The Music Room by William Fiennes: Some Thoughts

Wednesday, December 30, 2009

Almost 7 PM, and the skies, awaiting a near-full moon, are dark. Within this pervading stillness, I read the final pages of William Fiennes's memoir, The Music Room.

Do you know this story? Have you heard about the castle in which Fiennes grew up, and how it shaped him? Have you heard about his brother, Richard, who suffered from severe epilepsy, lived for Leeds United soccer games, exalted the wing work of herons, and erupted, often, into the smithereening hands of fury before he retreated—confused, ashamed? There were other siblings and other tragedies in this ancient place. There were also two parents who honored Richard for what he could be and gave him everything he was capable of receiving. Two parents who, in Fiennes's telling, emerge as parents in memoirs rarely do—which is to say supremely good, outrageously gentle, never self-glorifying, never self-pitying, and still, despite so much, utterly present and in love with life.

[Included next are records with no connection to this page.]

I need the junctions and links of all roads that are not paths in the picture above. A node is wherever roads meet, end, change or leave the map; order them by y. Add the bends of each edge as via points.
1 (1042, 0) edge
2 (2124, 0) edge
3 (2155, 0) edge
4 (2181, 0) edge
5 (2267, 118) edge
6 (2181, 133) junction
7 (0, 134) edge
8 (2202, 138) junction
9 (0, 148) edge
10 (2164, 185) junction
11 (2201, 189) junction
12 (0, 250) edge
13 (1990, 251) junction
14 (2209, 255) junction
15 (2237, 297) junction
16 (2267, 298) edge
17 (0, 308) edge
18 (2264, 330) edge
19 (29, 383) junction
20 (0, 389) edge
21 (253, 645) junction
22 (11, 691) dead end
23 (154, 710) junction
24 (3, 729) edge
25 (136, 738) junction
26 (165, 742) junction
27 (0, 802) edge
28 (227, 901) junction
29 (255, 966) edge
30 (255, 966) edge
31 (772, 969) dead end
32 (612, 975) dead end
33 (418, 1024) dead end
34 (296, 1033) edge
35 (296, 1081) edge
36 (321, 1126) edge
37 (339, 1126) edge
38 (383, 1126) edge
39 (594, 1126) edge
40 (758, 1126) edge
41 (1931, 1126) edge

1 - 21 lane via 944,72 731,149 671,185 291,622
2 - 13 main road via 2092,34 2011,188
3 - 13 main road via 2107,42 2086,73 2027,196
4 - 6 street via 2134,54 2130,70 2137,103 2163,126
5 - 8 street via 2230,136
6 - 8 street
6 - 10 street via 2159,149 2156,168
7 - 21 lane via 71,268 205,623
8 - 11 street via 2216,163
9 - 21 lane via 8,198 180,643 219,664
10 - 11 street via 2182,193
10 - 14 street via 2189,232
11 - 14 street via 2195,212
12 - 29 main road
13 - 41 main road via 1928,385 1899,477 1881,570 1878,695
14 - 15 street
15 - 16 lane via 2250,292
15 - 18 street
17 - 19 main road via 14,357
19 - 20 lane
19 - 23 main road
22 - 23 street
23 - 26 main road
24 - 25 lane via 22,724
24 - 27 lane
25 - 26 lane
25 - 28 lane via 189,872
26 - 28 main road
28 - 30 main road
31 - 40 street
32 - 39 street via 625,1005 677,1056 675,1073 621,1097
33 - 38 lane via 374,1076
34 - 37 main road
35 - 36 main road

There is hush throughout this book—a tumble through past and present, a drift across here-we-were and here-we-are, time in a collision with time. There are long slides of description regarding a castle that cannot be contained by words, or mapped, and then, embedded, are scenes of aching, particulate precision (Richard tracks a heron, Richard skates on a frozen moat, Richard burns his mother with a frying pan, Richard sings, Richard smashes ancient glass, Richard accuses, Richard lays a heavy (loving) hand upon Mum, Richard will not bathe, Richard celebrates Leeds, Richard recites a poem from memory, Richard suffers, William is there, William watches, William wonders). Then, like marks of punctuation (something solid, something fixed), there are episodic histories of epilepsy science, the scarred and fuming brain revealed.

One senses no opportunism in this story—only the need to tell it. Only the need to let it be known that a castle was a home, and a brother was loved, and parents did their best, and a boy became a man who became a writer who wants to remember, and does.

It's that simple. And it isn't.

6 comments:

Kelly H-Y said...

What a beautiful review ... I want to read it!

Anonymous said...

I must read it!

Keris Stainton said...

Beautiful review, Beth. I met William Fiennes at an event when The Snow Geese came out. He was lovely (and The Snow Geese is a lovely book too).

Unknown said...

I hadn't heard of this book before I saw your post. Now I must add it to my list of books to read. Growing up in a castle...that hooked me.

Happy New Year to you!

(Diane) Bibliophile By the Sea said...

Terrific review. I'm waiting for this one from the library. Thanks so much

Anonymous said...

Good review - he's gorgeous and so is the book!